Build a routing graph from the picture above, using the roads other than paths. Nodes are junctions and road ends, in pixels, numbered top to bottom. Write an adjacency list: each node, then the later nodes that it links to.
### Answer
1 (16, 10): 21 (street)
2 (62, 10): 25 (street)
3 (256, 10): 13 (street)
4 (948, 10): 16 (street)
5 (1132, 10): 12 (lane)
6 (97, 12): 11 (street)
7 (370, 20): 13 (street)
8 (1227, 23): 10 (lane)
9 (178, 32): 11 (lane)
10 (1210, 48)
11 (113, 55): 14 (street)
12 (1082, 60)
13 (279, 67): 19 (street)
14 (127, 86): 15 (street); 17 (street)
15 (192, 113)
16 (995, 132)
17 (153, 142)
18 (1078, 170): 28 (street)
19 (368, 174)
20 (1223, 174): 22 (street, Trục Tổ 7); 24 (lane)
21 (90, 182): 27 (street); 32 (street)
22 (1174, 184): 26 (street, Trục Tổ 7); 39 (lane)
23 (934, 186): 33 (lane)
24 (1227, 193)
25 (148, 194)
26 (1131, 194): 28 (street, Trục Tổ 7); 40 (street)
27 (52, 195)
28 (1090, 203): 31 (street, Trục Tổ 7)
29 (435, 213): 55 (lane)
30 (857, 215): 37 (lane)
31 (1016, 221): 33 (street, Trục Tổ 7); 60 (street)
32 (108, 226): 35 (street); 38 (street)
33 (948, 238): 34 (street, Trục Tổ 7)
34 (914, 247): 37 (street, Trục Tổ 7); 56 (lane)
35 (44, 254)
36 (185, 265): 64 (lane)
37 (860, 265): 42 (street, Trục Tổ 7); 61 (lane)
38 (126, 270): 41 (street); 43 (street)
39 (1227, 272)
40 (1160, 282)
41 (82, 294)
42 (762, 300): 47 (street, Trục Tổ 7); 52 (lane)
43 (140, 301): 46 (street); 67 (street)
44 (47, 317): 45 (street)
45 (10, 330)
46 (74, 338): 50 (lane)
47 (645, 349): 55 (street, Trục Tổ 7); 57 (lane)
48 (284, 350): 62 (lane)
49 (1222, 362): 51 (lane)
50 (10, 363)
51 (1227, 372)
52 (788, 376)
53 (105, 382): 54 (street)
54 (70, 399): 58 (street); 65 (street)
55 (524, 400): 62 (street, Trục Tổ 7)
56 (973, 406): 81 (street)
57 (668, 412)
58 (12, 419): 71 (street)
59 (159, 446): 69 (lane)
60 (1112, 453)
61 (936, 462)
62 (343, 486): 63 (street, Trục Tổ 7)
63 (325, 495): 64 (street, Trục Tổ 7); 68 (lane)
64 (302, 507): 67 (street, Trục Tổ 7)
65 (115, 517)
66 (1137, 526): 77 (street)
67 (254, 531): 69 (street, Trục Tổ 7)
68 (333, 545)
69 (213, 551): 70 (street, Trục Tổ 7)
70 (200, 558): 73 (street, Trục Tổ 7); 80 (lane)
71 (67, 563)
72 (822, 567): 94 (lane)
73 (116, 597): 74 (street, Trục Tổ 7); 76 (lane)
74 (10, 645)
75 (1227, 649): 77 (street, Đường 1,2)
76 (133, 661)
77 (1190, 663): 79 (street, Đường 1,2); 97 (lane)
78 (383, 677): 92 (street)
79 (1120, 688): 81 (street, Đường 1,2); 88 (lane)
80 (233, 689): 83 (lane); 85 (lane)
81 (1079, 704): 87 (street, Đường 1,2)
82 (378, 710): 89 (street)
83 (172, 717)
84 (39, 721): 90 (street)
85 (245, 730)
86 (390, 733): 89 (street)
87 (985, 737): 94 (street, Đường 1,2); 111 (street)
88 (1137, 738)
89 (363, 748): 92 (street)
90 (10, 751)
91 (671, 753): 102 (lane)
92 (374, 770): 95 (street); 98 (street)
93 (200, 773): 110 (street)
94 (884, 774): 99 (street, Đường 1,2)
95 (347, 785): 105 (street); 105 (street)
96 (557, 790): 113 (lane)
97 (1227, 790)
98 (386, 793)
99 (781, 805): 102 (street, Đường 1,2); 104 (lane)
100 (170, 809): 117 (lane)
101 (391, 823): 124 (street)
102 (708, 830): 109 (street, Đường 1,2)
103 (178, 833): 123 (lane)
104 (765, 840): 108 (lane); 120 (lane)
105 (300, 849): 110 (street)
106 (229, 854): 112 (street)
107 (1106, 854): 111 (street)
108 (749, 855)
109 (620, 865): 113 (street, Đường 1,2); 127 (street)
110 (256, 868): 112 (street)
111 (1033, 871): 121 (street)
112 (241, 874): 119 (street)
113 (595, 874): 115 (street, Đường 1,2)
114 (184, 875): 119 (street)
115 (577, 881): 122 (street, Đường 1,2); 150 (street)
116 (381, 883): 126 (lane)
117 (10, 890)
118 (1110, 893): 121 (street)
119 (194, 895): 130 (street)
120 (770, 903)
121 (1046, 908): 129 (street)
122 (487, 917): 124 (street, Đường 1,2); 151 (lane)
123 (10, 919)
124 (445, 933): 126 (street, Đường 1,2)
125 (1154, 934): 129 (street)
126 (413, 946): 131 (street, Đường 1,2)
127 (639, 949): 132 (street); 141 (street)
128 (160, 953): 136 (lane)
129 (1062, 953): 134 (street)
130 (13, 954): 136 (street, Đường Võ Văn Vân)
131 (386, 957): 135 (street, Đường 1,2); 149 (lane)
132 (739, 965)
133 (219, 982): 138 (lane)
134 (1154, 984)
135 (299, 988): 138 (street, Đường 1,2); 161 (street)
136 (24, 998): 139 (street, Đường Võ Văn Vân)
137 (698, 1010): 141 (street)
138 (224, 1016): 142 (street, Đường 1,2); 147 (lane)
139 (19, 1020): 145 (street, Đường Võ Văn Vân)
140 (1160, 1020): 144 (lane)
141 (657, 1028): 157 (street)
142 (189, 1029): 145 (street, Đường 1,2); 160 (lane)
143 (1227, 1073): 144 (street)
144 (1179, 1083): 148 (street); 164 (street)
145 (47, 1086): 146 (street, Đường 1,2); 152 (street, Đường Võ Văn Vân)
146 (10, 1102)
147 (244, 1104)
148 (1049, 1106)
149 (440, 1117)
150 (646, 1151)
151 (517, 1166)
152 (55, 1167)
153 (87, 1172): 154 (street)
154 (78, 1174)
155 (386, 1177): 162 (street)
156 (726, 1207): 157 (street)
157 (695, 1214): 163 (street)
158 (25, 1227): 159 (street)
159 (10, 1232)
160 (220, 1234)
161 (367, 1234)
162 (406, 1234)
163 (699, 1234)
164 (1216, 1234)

────────────────────

Line by line, retype the entire listing exactly.

§ ANSWER SECTION:
Build a routing graph from the picture above, using the roads other than paths. Nodes are junctions and road ends, in pixels, numbered top to bottom. Write an adjacency list: each node, then the later nodes that it links to.
### Answer
1 (16, 10): 21 (street)
2 (62, 10): 25 (street)
3 (256, 10): 13 (street)
4 (948, 10): 16 (street)
5 (1132, 10): 12 (lane)
6 (97, 12): 11 (street)
7 (370, 20): 13 (street)
8 (1227, 23): 10 (lane)
9 (178, 32): 11 (lane)
10 (1210, 48)
11 (113, 55): 14 (street)
12 (1082, 60)
13 (279, 67): 19 (street)
14 (127, 86): 15 (street); 17 (street)
15 (192, 113)
16 (995, 132)
17 (153, 142)
18 (1078, 170): 28 (street)
19 (368, 174)
20 (1223, 174): 22 (street, Trục Tổ 7); 24 (lane)
21 (90, 182): 27 (street); 32 (street)
22 (1174, 184): 26 (street, Trục Tổ 7); 39 (lane)
23 (934, 186): 33 (lane)
24 (1227, 193)
25 (148, 194)
26 (1131, 194): 28 (street, Trục Tổ 7); 40 (street)
27 (52, 195)
28 (1090, 203): 31 (street, Trục Tổ 7)
29 (435, 213): 55 (lane)
30 (857, 215): 37 (lane)
31 (1016, 221): 33 (street, Trục Tổ 7); 60 (street)
32 (108, 226): 35 (street); 38 (street)
33 (948, 238): 34 (street, Trục Tổ 7)
34 (914, 247): 37 (street, Trục Tổ 7); 56 (lane)
35 (44, 254)
36 (185, 265): 64 (lane)
37 (860, 265): 42 (street, Trục Tổ 7); 61 (lane)
38 (126, 270): 41 (street); 43 (street)
39 (1227, 272)
40 (1160, 282)
41 (82, 294)
42 (762, 300): 47 (street, Trục Tổ 7); 52 (lane)
43 (140, 301): 46 (street); 67 (street)
44 (47, 317): 45 (street)
45 (10, 330)
46 (74, 338): 50 (lane)
47 (645, 349): 55 (street, Trục Tổ 7); 57 (lane)
48 (284, 350): 62 (lane)
49 (1222, 362): 51 (lane)
50 (10, 363)
51 (1227, 372)
52 (788, 376)
53 (105, 382): 54 (street)
54 (70, 399): 58 (street); 65 (street)
55 (524, 400): 62 (street, Trục Tổ 7)
56 (973, 406): 81 (street)
57 (668, 412)
58 (12, 419): 71 (street)
59 (159, 446): 69 (lane)
60 (1112, 453)
61 (936, 462)
62 (343, 486): 63 (street, Trục Tổ 7)
63 (325, 495): 64 (street, Trục Tổ 7); 68 (lane)
64 (302, 507): 67 (street, Trục Tổ 7)
65 (115, 517)
66 (1137, 526): 77 (street)
67 (254, 531): 69 (street, Trục Tổ 7)
68 (333, 545)
69 (213, 551): 70 (street, Trục Tổ 7)
70 (200, 558): 73 (street, Trục Tổ 7); 80 (lane)
71 (67, 563)
72 (822, 567): 94 (lane)
73 (116, 597): 74 (street, Trục Tổ 7); 76 (lane)
74 (10, 645)
75 (1227, 649): 77 (street, Đường 1,2)
76 (133, 661)
77 (1190, 663): 79 (street, Đường 1,2); 97 (lane)
78 (383, 677): 92 (street)
79 (1120, 688): 81 (street, Đường 1,2); 88 (lane)
80 (233, 689): 83 (lane); 85 (lane)
81 (1079, 704): 87 (street, Đường 1,2)
82 (378, 710): 89 (street)
83 (172, 717)
84 (39, 721): 90 (street)
85 (245, 730)
86 (390, 733): 89 (street)
87 (985, 737): 94 (street, Đường 1,2); 111 (street)
88 (1137, 738)
89 (363, 748): 92 (street)
90 (10, 751)
91 (671, 753): 102 (lane)
92 (374, 770): 95 (street); 98 (street)
93 (200, 773): 110 (street)
94 (884, 774): 99 (street, Đường 1,2)
95 (347, 785): 105 (street); 105 (street)
96 (557, 790): 113 (lane)
97 (1227, 790)
98 (386, 793)
99 (781, 805): 102 (street, Đường 1,2); 104 (lane)
100 (170, 809): 117 (lane)
101 (391, 823): 124 (street)
102 (708, 830): 109 (street, Đường 1,2)
103 (178, 833): 123 (lane)
104 (765, 840): 108 (lane); 120 (lane)
105 (300, 849): 110 (street)
106 (229, 854): 112 (street)
107 (1106, 854): 111 (street)
108 (749, 855)
109 (620, 865): 113 (street, Đường 1,2); 127 (street)
110 (256, 868): 112 (street)
111 (1033, 871): 121 (street)
112 (241, 874): 119 (street)
113 (595, 874): 115 (street, Đường 1,2)
114 (184, 875): 119 (street)
115 (577, 881): 122 (street, Đường 1,2); 150 (street)
116 (381, 883): 126 (lane)
117 (10, 890)
118 (1110, 893): 121 (street)
119 (194, 895): 130 (street)
120 (770, 903)
121 (1046, 908): 129 (street)
122 (487, 917): 124 (street, Đường 1,2); 151 (lane)
123 (10, 919)
124 (445, 933): 126 (street, Đường 1,2)
125 (1154, 934): 129 (street)
126 (413, 946): 131 (street, Đường 1,2)
127 (639, 949): 132 (street); 141 (street)
128 (160, 953): 136 (lane)
129 (1062, 953): 134 (street)
130 (13, 954): 136 (street, Đường Võ Văn Vân)
131 (386, 957): 135 (street, Đường 1,2); 149 (lane)
132 (739, 965)
133 (219, 982): 138 (lane)
134 (1154, 984)
135 (299, 988): 138 (street, Đường 1,2); 161 (street)
136 (24, 998): 139 (street, Đường Võ Văn Vân)
137 (698, 1010): 141 (street)
138 (224, 1016): 142 (street, Đường 1,2); 147 (lane)
139 (19, 1020): 145 (street, Đường Võ Văn Vân)
140 (1160, 1020): 144 (lane)
141 (657, 1028): 157 (street)
142 (189, 1029): 145 (street, Đường 1,2); 160 (lane)
143 (1227, 1073): 144 (street)
144 (1179, 1083): 148 (street); 164 (street)
145 (47, 1086): 146 (street, Đường 1,2); 152 (street, Đường Võ Văn Vân)
146 (10, 1102)
147 (244, 1104)
148 (1049, 1106)
149 (440, 1117)
150 (646, 1151)
151 (517, 1166)
152 (55, 1167)
153 (87, 1172): 154 (street)
154 (78, 1174)
155 (386, 1177): 162 (street)
156 (726, 1207): 157 (street)
157 (695, 1214): 163 (street)
158 (25, 1227): 159 (street)
159 (10, 1232)
160 (220, 1234)
161 (367, 1234)
162 (406, 1234)
163 (699, 1234)
164 (1216, 1234)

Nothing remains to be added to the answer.